Thursday, April 2, 2009

Depression (mood)

Depression is not to be confused with the subject of Depressants.

In the fields of psychology and psychiatry, the terms depression or depressed refer to sadness and other related emotions and behaviours. It can be thought of as either a disease or a syndrome.

The Diagnostic and Statistical Manual of Mental Disorders (DSM) states that a depressed mood is often reported as feeling depressed, sad, helpless, and hopeless. In traditional colloquy, "depressed" is often synonymous with "sad," but both clinical and non-clinical depression can also refer to a conglomeration of more than one feeling.

Such a mixture can include (but is not limited to) anger, fear, anxiety, despair, guilt, apathy, perceived helplessness, loss of interest in pleasure, pain, and/or grief, in addition to what many people would describe as typical "sadness". Depressives sometimes engage in violence or excessive criticism of others. Many depressed people have obsessions, alcoholism or other addictions. Depression is harmful to the human body and can affect proper functioning of the brain. Extended depression can lead to suicidal tendencies.

With modern medical developments, even mild levels of depression can be now treated.


Biology

Biological influences of depression are varied, but can include malnutrition, heredity, hormones, seasons, stress, illness, neurotransmitter malfunction, long-term exposure to dampness and mold and to aerosol exposure. There are also correlations between long term sleep difficulties and depression. Up to 90% of patients with depression are found to have sleep difficulties.


Mechanism of adaptation

While a depressed mood is usually referred to (and perceived) as negative, it can sometimes be subtly beneficial in helping a person adapt to circumstance. For example, physical illness, such as influenza, can lead to feelings of psychological malaise and depression that seem, at first, only to compound an already unpleasant situation.

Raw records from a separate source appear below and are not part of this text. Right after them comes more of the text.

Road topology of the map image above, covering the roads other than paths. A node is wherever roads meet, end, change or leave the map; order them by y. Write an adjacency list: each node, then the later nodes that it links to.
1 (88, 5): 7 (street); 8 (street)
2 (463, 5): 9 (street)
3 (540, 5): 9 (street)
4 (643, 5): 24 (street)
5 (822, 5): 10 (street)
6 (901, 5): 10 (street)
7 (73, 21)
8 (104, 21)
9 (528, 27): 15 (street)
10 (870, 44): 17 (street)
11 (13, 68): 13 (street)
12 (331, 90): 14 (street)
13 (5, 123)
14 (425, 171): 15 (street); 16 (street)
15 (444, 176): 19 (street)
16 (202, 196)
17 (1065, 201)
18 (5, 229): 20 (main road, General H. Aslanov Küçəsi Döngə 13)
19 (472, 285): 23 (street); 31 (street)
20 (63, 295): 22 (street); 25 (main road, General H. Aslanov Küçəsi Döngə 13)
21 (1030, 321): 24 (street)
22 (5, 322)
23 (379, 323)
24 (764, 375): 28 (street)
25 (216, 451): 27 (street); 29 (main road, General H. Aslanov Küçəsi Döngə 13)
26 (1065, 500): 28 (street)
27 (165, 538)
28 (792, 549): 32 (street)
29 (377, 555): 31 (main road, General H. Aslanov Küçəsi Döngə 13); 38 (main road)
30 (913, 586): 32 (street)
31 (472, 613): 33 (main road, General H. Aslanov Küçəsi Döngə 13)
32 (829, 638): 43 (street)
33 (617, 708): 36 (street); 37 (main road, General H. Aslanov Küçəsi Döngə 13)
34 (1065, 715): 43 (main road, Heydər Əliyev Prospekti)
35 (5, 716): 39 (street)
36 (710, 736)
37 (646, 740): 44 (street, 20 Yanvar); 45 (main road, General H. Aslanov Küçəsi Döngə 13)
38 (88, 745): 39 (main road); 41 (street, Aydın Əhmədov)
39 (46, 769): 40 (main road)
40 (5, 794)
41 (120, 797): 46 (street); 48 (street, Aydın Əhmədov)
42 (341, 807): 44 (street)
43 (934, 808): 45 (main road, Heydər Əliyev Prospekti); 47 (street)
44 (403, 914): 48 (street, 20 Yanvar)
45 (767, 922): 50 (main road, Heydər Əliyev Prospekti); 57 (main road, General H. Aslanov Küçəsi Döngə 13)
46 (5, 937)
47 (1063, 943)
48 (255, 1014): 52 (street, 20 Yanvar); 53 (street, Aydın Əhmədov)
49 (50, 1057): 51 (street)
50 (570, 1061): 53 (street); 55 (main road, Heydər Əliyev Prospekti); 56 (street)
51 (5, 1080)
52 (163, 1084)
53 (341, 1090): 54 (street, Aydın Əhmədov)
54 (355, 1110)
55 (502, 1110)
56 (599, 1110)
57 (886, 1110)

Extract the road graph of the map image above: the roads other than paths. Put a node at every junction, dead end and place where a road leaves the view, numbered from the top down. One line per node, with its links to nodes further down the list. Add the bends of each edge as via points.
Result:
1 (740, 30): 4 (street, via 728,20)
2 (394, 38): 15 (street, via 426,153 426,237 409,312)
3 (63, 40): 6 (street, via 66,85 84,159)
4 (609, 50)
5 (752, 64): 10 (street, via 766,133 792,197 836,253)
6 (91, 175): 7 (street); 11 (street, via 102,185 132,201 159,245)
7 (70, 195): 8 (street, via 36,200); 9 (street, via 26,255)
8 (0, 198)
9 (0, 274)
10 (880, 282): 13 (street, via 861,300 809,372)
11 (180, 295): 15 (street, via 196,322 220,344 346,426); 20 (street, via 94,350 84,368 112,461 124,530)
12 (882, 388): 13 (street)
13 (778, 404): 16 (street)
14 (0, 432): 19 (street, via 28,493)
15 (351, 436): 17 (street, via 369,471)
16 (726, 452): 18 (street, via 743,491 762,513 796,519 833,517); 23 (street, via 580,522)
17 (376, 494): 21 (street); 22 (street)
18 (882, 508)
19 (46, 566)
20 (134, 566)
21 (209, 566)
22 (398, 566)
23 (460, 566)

However, the experience of depression, or feeling "down," often results in physical inertia, which leads to the compulsion to rest. The fleeting helplessness and immobility of the physically ill may also serve to elicit care from others."

From an evolutionary standpoint, some argue that depression could be at least partially related to atavistic fears that were originally based on real dangers. Paul Keedwell, in his book, How Sadness Survived: The Evolutionary Basis of Depression, suggests that, because "social support and interdependence were important features of the [human] ancestral environment," "the [peer] group could have offered extra help to the depressed person until the condition resolved."

Further, "...a depressed person may change the attitudes of other people around him, making them more sympathetic to his needs and therefore giving him a long term [social or reproductive] advantage."

Milder depression has been associated with what has been called depressive realism, or the "sadder-but-wiser" effect, a view of the world that is relatively undistorted by positive biases.